Problem to work on: Find every line of the records that has "Calle" and return it.

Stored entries
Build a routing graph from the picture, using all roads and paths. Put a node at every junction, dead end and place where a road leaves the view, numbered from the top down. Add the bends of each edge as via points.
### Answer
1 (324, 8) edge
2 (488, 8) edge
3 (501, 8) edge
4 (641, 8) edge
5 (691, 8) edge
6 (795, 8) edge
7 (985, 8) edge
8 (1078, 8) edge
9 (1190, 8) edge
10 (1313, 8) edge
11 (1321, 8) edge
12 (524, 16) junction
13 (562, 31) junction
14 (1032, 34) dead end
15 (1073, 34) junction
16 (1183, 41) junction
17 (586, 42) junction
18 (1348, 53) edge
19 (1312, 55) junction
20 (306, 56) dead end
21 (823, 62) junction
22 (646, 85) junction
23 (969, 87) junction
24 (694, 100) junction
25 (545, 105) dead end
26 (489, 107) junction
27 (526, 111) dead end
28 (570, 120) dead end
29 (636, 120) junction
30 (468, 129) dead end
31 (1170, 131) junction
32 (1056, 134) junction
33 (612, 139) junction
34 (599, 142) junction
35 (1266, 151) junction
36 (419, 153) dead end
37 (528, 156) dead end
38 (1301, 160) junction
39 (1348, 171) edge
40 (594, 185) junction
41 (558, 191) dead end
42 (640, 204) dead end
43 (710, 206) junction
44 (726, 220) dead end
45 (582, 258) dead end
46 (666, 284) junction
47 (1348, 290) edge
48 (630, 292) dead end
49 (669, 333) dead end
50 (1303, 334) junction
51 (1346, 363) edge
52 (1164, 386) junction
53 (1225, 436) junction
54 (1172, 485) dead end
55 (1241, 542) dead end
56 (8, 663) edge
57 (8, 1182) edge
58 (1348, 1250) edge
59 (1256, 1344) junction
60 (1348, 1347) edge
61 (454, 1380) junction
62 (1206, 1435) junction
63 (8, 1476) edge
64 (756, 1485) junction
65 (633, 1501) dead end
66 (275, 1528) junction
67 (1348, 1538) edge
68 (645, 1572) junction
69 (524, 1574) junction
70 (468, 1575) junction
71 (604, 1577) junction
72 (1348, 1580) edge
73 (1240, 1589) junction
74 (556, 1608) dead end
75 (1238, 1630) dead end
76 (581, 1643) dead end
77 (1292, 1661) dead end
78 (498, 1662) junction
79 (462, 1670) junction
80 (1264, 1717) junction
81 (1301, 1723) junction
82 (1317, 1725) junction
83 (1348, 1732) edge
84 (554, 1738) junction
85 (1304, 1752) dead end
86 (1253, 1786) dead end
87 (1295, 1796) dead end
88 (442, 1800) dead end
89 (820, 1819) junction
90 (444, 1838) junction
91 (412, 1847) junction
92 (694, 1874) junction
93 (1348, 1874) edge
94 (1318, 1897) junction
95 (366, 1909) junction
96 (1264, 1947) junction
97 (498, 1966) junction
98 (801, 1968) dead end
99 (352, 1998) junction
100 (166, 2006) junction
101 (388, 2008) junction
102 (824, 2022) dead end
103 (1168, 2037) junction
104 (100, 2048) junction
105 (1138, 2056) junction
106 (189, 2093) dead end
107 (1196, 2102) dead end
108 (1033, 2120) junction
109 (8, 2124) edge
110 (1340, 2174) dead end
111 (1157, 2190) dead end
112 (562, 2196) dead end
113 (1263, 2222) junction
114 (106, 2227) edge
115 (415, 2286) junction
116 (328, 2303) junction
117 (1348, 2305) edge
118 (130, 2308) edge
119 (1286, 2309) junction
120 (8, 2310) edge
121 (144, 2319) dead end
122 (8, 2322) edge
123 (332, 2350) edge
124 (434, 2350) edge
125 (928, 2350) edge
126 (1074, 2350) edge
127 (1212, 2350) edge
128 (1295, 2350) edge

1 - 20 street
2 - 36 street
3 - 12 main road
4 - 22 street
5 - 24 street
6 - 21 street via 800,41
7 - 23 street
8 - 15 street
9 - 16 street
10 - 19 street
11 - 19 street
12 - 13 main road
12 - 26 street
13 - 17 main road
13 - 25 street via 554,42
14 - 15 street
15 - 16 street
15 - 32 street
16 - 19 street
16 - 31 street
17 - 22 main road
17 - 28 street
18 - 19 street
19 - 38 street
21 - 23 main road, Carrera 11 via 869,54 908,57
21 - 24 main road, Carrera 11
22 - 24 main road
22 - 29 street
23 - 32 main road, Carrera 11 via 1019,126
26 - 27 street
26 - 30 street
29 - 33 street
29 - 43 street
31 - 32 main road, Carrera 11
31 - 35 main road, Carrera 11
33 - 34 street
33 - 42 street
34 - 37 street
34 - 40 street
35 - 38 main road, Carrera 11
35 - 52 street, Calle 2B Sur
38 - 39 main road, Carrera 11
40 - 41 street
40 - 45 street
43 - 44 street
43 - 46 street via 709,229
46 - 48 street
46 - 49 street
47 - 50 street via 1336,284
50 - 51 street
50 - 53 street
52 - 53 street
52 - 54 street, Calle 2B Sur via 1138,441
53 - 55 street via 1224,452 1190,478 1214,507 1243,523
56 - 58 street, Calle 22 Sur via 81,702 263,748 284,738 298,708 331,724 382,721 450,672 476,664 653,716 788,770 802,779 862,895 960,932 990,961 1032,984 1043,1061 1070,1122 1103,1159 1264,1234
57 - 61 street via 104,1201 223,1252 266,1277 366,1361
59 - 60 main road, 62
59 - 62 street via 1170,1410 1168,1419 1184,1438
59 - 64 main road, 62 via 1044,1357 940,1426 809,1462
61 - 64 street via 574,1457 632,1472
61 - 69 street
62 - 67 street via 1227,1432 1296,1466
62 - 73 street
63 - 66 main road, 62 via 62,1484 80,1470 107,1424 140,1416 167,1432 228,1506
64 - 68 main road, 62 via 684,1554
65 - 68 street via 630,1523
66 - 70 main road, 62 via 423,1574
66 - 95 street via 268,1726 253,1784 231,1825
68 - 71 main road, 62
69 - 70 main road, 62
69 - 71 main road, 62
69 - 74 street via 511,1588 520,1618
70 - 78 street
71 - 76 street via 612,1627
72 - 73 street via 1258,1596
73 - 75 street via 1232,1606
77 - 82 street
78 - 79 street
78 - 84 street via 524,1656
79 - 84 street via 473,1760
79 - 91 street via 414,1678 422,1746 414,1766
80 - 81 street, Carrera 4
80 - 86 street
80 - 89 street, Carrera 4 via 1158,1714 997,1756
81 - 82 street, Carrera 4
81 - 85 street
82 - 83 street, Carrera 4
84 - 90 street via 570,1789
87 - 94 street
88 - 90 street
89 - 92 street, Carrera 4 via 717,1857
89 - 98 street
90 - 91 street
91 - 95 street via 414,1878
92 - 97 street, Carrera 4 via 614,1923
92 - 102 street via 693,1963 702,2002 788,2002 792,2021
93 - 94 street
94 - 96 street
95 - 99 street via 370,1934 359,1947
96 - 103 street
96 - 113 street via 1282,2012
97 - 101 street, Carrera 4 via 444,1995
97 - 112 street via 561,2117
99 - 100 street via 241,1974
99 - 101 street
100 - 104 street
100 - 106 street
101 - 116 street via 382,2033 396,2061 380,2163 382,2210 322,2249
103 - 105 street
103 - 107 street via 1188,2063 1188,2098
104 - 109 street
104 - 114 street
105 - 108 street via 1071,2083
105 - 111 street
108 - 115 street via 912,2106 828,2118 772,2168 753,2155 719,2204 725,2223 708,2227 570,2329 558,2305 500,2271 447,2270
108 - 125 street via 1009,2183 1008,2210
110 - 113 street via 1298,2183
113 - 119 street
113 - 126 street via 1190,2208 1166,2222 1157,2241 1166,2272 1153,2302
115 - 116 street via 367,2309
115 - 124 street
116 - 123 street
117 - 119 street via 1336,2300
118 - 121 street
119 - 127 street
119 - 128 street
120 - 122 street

Solution for this task:
35 - 52 street, Calle 2B Sur
52 - 54 street, Calle 2B Sur via 1138,441
56 - 58 street, Calle 22 Sur via 81,702 263,748 284,738 298,708 331,724 382,721 450,672 476,664 653,716 788,770 802,779 862,895 960,932 990,961 1032,984 1043,1061 1070,1122 1103,1159 1264,1234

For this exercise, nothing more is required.